In this State, although it is conceded to be different in Massachusetts and New Jersey (13 Mass. 235; 3 Halsted 172), the doctrine asserted by counsel has the merit of novelty; for the benefit of this principle, so far as my knowledge extends, has never been claimed by the banks, nor has it ever been supposed to exist by the public. If the law be as has been contended, it is time it should be known, as the citizens of this State have been labouring under a dangerous delusion; for it is notorious that the notes of insolvent banks have commanded a ready sale in market, for the simple reason that they can be used in payment of debts due the bank. This is the common understanding among the men of business throughout the State; and it would shock their ideas of common sense and common honesty, if they should now be told that it was not a matter of right, but depended entirely on the will of the institution (whether solvent or insolvent), who were at liberty to receive them or not, as they might think proper. Nor can the bank complain of injustice, if the law be adverse to this pretension, as it is of no consequence to them what price their debtors pay for their notes, whether par or their depreciated value, as the bank can lose nothing by the transaction.

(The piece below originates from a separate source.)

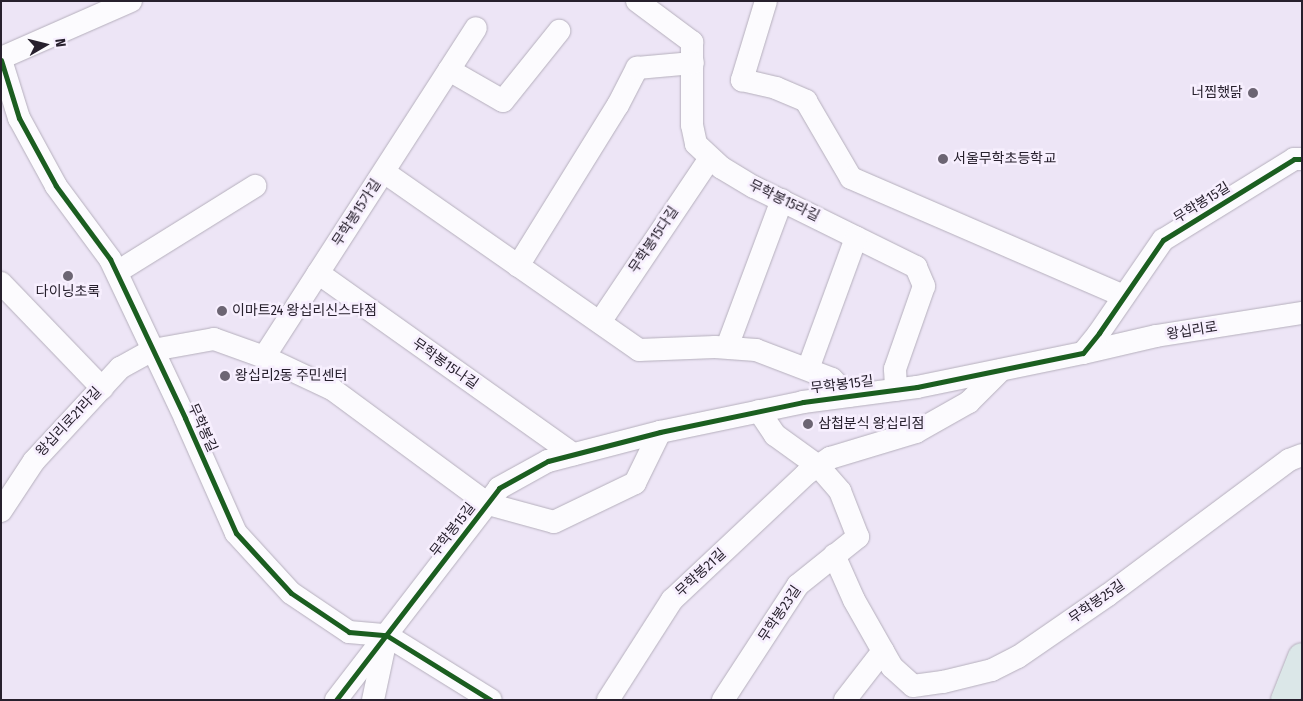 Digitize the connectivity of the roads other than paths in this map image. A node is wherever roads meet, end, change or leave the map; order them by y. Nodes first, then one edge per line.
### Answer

The argument is, that notes are not money, and that it is in opposition to that clause in the Constitution of the United States which prohibits the several States from making anything but gold and silver coin a legal tender in payment of debts. If the Legislature should so far forget their duty as to undertake to make bank notes or bills issued by themselves a legal tender generally, in payment of debts to third persons or to other institutions, the objection would be unanswerable; but between the bank itself, which is the creature of the Legislature, there is nothing in the Constitution to restrain their power to impose terms, whether directly or by necessary implication; nor is there anything to prevent them from imposing terms on themselves. Besides, in the case of a solvent bank, such a privilege would be unavailing; as all it would be necessary to do would be, when the bank refused to receive its notes as payment, to demand the specie for the notes, and then pay their debt in gold and silver drawn from their own vaults. It must be conceded that no part of the Constitution can be so construed as to prevent either individuals or banks from making their own contracts, and agreeing to receive payment either in notes issued by themselves or in any other manner they may stipulate for. This, in truth, is in the ordinary course of business, as, for example, contracting to pay in current notes or some marketable commodity; and no person ever supposed it was an infringement of the Constitution to compel the contracting parties to perform their agreement.

These are cases of express contracts, it is true, but implied con*317tracts create the same obligation and come within the same category. Of the latter description is this case. A bank is an incorporated institution, with peculiar privileges; among others, to issue or loan their own notes, which, in the common transactions of business, answer, and are so intended by the bank, all the purposes of money. They pass by delivery; and even when stolen, and transferred in the course of business, unlike choses in action or other property, they cannot be recovered from a bond fide holder. In Race v. Miller, where the principle was first decided, Lord Mansfield says, “ They are not goods, nor securities, nor documents for debts, but are treated as money, as cash, in the ordinary course and transactions of business, by the general consent of mankind, which gives them the credit and currency of money to all intents and purposes; they are as much money as guineas themselves are, or any other coin that is used in common payment as money or cash.” The same principles are recognised in Bayard v. Shunk (1 Watts & Serg. 92), where the whole matter is carefully examined by Chief Justice Gibson, who delivered the opinion of the court.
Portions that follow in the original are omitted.